YOUR TASK:
Nothing should be left out. Give all the data again exactly as written.

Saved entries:
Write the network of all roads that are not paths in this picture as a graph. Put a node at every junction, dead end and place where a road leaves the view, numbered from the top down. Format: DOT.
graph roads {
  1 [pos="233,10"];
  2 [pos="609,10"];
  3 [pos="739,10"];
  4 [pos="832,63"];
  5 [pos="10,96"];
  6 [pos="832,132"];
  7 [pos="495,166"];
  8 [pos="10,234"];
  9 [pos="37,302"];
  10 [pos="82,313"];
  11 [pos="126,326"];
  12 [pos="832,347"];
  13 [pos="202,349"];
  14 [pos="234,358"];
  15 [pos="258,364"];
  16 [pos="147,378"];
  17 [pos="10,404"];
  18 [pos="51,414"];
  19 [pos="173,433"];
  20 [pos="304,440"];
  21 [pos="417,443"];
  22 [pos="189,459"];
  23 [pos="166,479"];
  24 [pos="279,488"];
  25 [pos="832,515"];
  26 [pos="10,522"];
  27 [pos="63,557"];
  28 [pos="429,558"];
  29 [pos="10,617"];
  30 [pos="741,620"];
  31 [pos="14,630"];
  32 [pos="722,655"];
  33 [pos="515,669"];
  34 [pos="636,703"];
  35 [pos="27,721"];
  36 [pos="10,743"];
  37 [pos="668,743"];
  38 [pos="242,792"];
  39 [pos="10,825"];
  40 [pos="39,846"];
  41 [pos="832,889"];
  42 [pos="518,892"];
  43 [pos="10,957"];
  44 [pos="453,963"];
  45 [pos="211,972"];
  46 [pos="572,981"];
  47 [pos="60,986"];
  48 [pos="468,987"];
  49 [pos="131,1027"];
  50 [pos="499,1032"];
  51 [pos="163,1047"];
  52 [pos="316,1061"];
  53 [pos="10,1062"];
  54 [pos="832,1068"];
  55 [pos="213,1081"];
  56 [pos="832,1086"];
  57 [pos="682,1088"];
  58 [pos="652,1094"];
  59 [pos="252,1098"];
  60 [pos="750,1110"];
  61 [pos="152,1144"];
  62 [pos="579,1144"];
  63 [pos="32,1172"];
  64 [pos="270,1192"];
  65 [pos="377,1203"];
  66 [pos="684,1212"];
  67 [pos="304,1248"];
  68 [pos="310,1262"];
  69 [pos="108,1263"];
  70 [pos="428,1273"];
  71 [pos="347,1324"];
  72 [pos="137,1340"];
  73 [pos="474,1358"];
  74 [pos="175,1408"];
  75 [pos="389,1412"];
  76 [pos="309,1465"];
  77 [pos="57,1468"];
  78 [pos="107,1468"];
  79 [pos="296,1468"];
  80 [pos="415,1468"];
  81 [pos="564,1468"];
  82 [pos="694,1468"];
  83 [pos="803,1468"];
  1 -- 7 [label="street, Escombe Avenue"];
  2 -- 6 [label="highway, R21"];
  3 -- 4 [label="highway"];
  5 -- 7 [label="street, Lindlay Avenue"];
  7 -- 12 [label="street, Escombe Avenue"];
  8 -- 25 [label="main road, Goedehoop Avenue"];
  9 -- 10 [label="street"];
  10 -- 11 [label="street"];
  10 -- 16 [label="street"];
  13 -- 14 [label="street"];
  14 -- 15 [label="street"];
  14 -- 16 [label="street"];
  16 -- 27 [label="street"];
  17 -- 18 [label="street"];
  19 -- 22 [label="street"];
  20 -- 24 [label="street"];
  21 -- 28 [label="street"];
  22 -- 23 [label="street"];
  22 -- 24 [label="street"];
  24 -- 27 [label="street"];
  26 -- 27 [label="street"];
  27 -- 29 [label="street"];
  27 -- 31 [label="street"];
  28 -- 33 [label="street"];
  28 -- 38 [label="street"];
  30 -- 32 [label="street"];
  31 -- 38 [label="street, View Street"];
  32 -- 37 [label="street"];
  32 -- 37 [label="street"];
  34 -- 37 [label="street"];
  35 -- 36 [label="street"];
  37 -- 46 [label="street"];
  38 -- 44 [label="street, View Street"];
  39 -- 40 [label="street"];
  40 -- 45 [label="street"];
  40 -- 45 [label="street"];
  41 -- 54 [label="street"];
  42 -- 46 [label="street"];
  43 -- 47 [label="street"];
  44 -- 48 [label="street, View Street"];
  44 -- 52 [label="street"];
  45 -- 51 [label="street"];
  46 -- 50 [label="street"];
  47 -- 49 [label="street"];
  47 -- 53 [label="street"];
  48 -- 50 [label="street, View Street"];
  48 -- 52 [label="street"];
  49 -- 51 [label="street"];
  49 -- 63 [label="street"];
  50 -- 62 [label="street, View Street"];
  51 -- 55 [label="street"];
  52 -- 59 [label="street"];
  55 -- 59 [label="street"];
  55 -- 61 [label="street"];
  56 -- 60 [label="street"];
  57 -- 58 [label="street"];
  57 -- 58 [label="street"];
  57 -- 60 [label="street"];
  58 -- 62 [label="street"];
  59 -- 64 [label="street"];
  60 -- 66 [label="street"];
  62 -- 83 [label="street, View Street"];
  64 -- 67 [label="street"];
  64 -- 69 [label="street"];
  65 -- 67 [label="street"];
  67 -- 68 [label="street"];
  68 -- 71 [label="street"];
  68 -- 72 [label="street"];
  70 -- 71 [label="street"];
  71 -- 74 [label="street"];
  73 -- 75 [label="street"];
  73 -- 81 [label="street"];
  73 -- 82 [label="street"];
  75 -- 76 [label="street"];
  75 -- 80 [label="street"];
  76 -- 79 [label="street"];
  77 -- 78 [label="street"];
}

ANSWER TO THE EXERCISE:
Write the network of all roads that are not paths in this picture as a graph. Put a node at every junction, dead end and place where a road leaves the view, numbered from the top down. Format: DOT.
graph roads {
  1 [pos="233,10"];
  2 [pos="609,10"];
  3 [pos="739,10"];
  4 [pos="832,63"];
  5 [pos="10,96"];
  6 [pos="832,132"];
  7 [pos="495,166"];
  8 [pos="10,234"];
  9 [pos="37,302"];
  10 [pos="82,313"];
  11 [pos="126,326"];
  12 [pos="832,347"];
  13 [pos="202,349"];
  14 [pos="234,358"];
  15 [pos="258,364"];
  16 [pos="147,378"];
  17 [pos="10,404"];
  18 [pos="51,414"];
  19 [pos="173,433"];
  20 [pos="304,440"];
  21 [pos="417,443"];
  22 [pos="189,459"];
  23 [pos="166,479"];
  24 [pos="279,488"];
  25 [pos="832,515"];
  26 [pos="10,522"];
  27 [pos="63,557"];
  28 [pos="429,558"];
  29 [pos="10,617"];
  30 [pos="741,620"];
  31 [pos="14,630"];
  32 [pos="722,655"];
  33 [pos="515,669"];
  34 [pos="636,703"];
  35 [pos="27,721"];
  36 [pos="10,743"];
  37 [pos="668,743"];
  38 [pos="242,792"];
  39 [pos="10,825"];
  40 [pos="39,846"];
  41 [pos="832,889"];
  42 [pos="518,892"];
  43 [pos="10,957"];
  44 [pos="453,963"];
  45 [pos="211,972"];
  46 [pos="572,981"];
  47 [pos="60,986"];
  48 [pos="468,987"];
  49 [pos="131,1027"];
  50 [pos="499,1032"];
  51 [pos="163,1047"];
  52 [pos="316,1061"];
  53 [pos="10,1062"];
  54 [pos="832,1068"];
  55 [pos="213,1081"];
  56 [pos="832,1086"];
  57 [pos="682,1088"];
  58 [pos="652,1094"];
  59 [pos="252,1098"];
  60 [pos="750,1110"];
  61 [pos="152,1144"];
  62 [pos="579,1144"];
  63 [pos="32,1172"];
  64 [pos="270,1192"];
  65 [pos="377,1203"];
  66 [pos="684,1212"];
  67 [pos="304,1248"];
  68 [pos="310,1262"];
  69 [pos="108,1263"];
  70 [pos="428,1273"];
  71 [pos="347,1324"];
  72 [pos="137,1340"];
  73 [pos="474,1358"];
  74 [pos="175,1408"];
  75 [pos="389,1412"];
  76 [pos="309,1465"];
  77 [pos="57,1468"];
  78 [pos="107,1468"];
  79 [pos="296,1468"];
  80 [pos="415,1468"];
  81 [pos="564,1468"];
  82 [pos="694,1468"];
  83 [pos="803,1468"];
  1 -- 7 [label="street, Escombe Avenue"];
  2 -- 6 [label="highway, R21"];
  3 -- 4 [label="highway"];
  5 -- 7 [label="street, Lindlay Avenue"];
  7 -- 12 [label="street, Escombe Avenue"];
  8 -- 25 [label="main road, Goedehoop Avenue"];
  9 -- 10 [label="street"];
  10 -- 11 [label="street"];
  10 -- 16 [label="street"];
  13 -- 14 [label="street"];
  14 -- 15 [label="street"];
  14 -- 16 [label="street"];
  16 -- 27 [label="street"];
  17 -- 18 [label="street"];
  19 -- 22 [label="street"];
  20 -- 24 [label="street"];
  21 -- 28 [label="street"];
  22 -- 23 [label="street"];
  22 -- 24 [label="street"];
  24 -- 27 [label="street"];
  26 -- 27 [label="street"];
  27 -- 29 [label="street"];
  27 -- 31 [label="street"];
  28 -- 33 [label="street"];
  28 -- 38 [label="street"];
  30 -- 32 [label="street"];
  31 -- 38 [label="street, View Street"];
  32 -- 37 [label="street"];
  32 -- 37 [label="street"];
  34 -- 37 [label="street"];
  35 -- 36 [label="street"];
  37 -- 46 [label="street"];
  38 -- 44 [label="street, View Street"];
  39 -- 40 [label="street"];
  40 -- 45 [label="street"];
  40 -- 45 [label="street"];
  41 -- 54 [label="street"];
  42 -- 46 [label="street"];
  43 -- 47 [label="street"];
  44 -- 48 [label="street, View Street"];
  44 -- 52 [label="street"];
  45 -- 51 [label="street"];
  46 -- 50 [label="street"];
  47 -- 49 [label="street"];
  47 -- 53 [label="street"];
  48 -- 50 [label="street, View Street"];
  48 -- 52 [label="street"];
  49 -- 51 [label="street"];
  49 -- 63 [label="street"];
  50 -- 62 [label="street, View Street"];
  51 -- 55 [label="street"];
  52 -- 59 [label="street"];
  55 -- 59 [label="street"];
  55 -- 61 [label="street"];
  56 -- 60 [label="street"];
  57 -- 58 [label="street"];
  57 -- 58 [label="street"];
  57 -- 60 [label="street"];
  58 -- 62 [label="street"];
  59 -- 64 [label="street"];
  60 -- 66 [label="street"];
  62 -- 83 [label="street, View Street"];
  64 -- 67 [label="street"];
  64 -- 69 [label="street"];
  65 -- 67 [label="street"];
  67 -- 68 [label="street"];
  68 -- 71 [label="street"];
  68 -- 72 [label="street"];
  70 -- 71 [label="street"];
  71 -- 74 [label="street"];
  73 -- 75 [label="street"];
  73 -- 81 [label="street"];
  73 -- 82 [label="street"];
  75 -- 76 [label="street"];
  75 -- 80 [label="street"];
  76 -- 79 [label="street"];
  77 -- 78 [label="street"];
}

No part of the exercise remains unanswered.